### [GOAL OF THE EXERCISE]
The task calls for each line of the records below in which the word "dead" appears.

Segment Start: LISTED ENTRIES

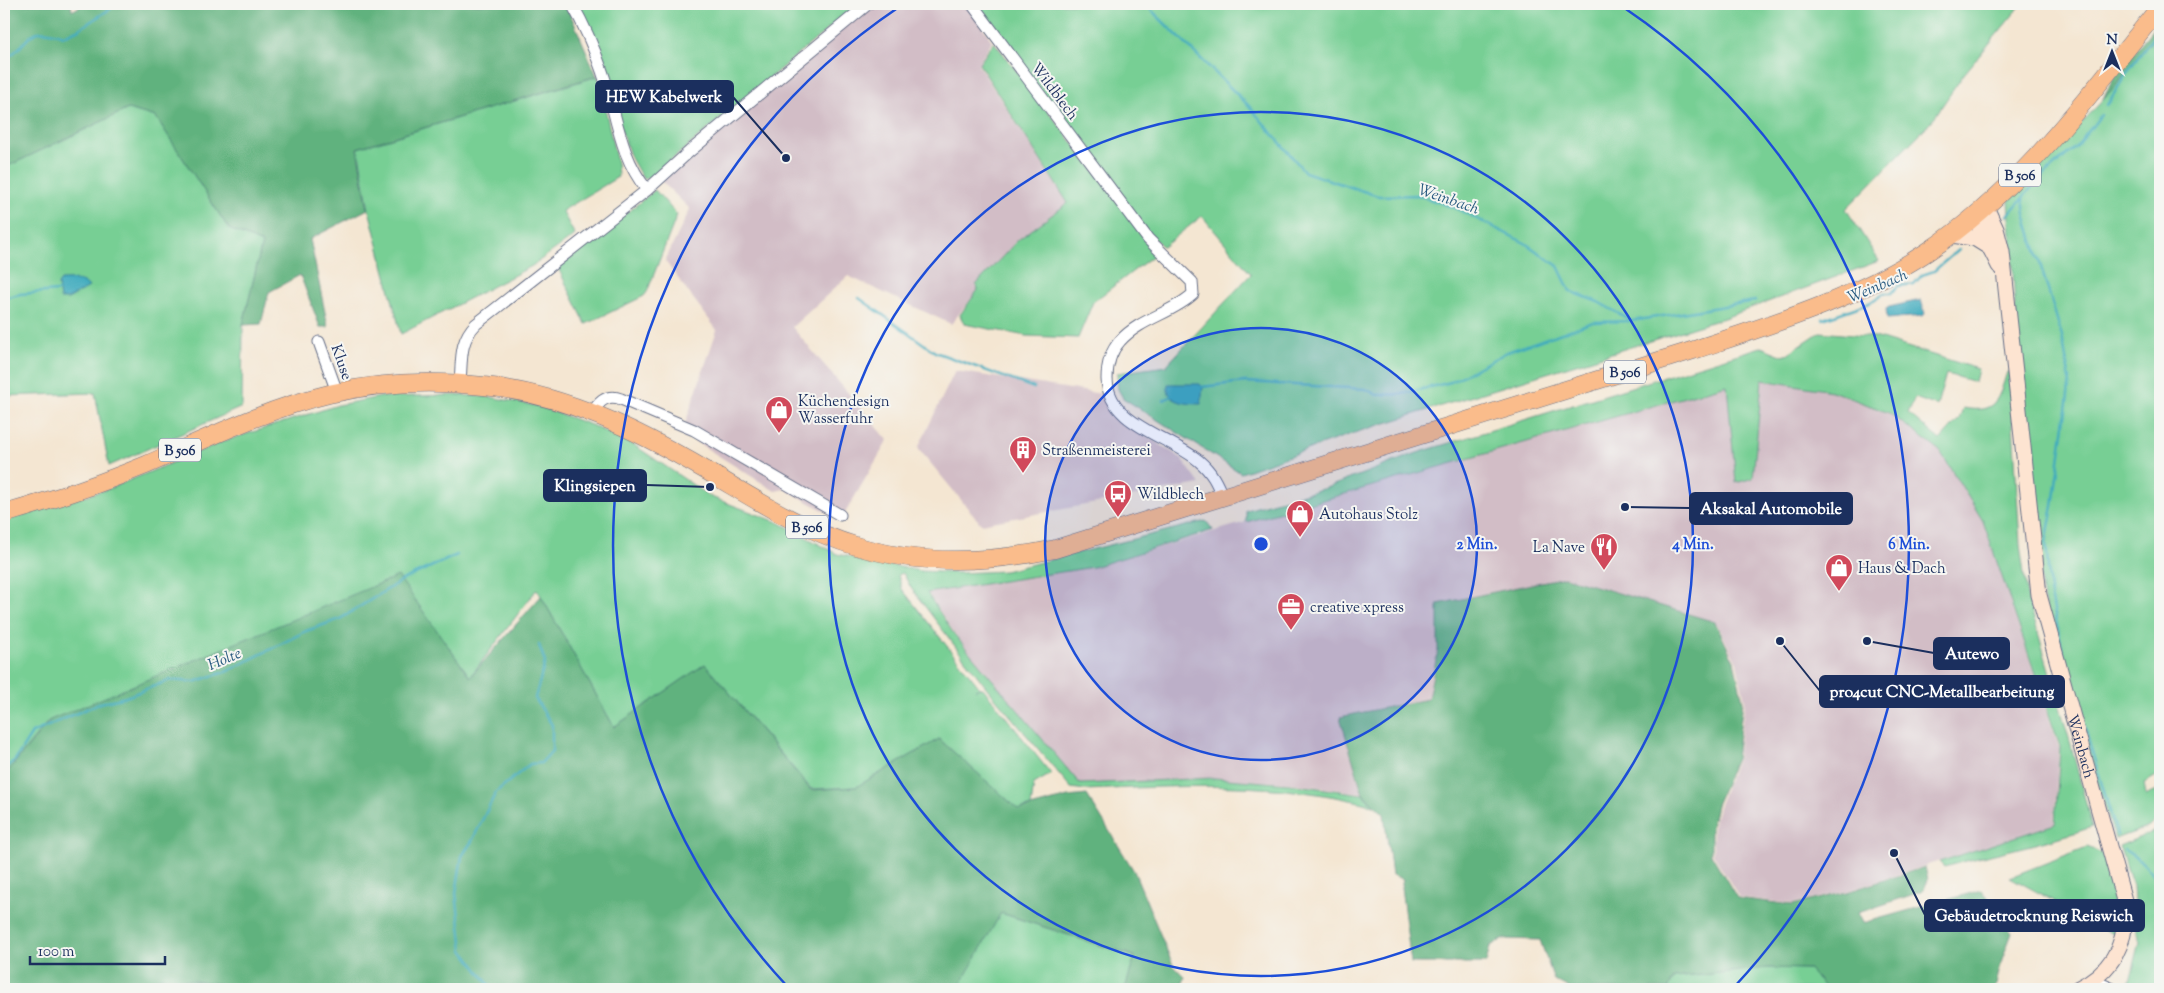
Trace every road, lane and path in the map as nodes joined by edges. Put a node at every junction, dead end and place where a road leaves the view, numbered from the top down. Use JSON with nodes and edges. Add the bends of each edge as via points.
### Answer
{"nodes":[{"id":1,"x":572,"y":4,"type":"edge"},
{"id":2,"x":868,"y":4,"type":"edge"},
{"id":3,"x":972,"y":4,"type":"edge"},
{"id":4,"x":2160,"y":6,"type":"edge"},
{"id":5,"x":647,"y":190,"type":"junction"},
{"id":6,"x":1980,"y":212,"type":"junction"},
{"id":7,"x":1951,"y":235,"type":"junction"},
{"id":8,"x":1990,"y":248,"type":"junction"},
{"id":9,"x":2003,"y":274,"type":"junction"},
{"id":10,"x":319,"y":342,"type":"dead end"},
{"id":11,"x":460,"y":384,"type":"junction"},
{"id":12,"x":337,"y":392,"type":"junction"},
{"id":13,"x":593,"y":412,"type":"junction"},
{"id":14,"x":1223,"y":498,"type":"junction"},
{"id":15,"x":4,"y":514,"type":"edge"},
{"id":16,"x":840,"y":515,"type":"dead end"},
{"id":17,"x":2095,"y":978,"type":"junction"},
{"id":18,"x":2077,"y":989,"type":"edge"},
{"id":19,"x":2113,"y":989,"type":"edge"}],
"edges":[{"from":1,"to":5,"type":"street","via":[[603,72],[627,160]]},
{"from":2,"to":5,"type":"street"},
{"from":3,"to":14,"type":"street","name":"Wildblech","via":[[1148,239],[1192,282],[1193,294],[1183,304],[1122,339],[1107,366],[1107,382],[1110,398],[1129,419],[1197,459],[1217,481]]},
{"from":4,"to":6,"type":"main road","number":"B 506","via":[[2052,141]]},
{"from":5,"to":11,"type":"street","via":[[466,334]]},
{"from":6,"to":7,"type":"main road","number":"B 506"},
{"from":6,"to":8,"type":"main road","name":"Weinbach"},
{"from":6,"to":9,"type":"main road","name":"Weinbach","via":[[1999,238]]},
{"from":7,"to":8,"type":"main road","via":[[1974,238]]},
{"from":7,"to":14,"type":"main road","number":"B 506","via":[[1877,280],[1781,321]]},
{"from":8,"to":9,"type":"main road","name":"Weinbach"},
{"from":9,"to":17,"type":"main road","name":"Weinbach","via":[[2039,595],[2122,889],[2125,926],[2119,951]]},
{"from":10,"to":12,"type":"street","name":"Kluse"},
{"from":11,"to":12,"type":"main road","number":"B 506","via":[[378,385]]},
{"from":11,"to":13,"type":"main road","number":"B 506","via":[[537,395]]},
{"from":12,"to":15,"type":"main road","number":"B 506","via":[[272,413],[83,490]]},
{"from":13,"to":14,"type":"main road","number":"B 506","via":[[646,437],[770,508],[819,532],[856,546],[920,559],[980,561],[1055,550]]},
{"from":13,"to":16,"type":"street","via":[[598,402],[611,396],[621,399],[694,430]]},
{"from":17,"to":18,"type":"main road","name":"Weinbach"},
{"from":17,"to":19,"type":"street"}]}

Segment End: LISTED ENTRIES

### [PROBLEM SOLUTION]
Trace every road, lane and path in the map as nodes joined by edges. Put a node at every junction, dead end and place where a road leaves the view, numbered from the top down. Use JSON with nodes and edges. Add the bends of each edge as via points.
{"id":10,"x":319,"y":342,"type":"dead end"},
{"id":16,"x":840,"y":515,"type":"dead end"},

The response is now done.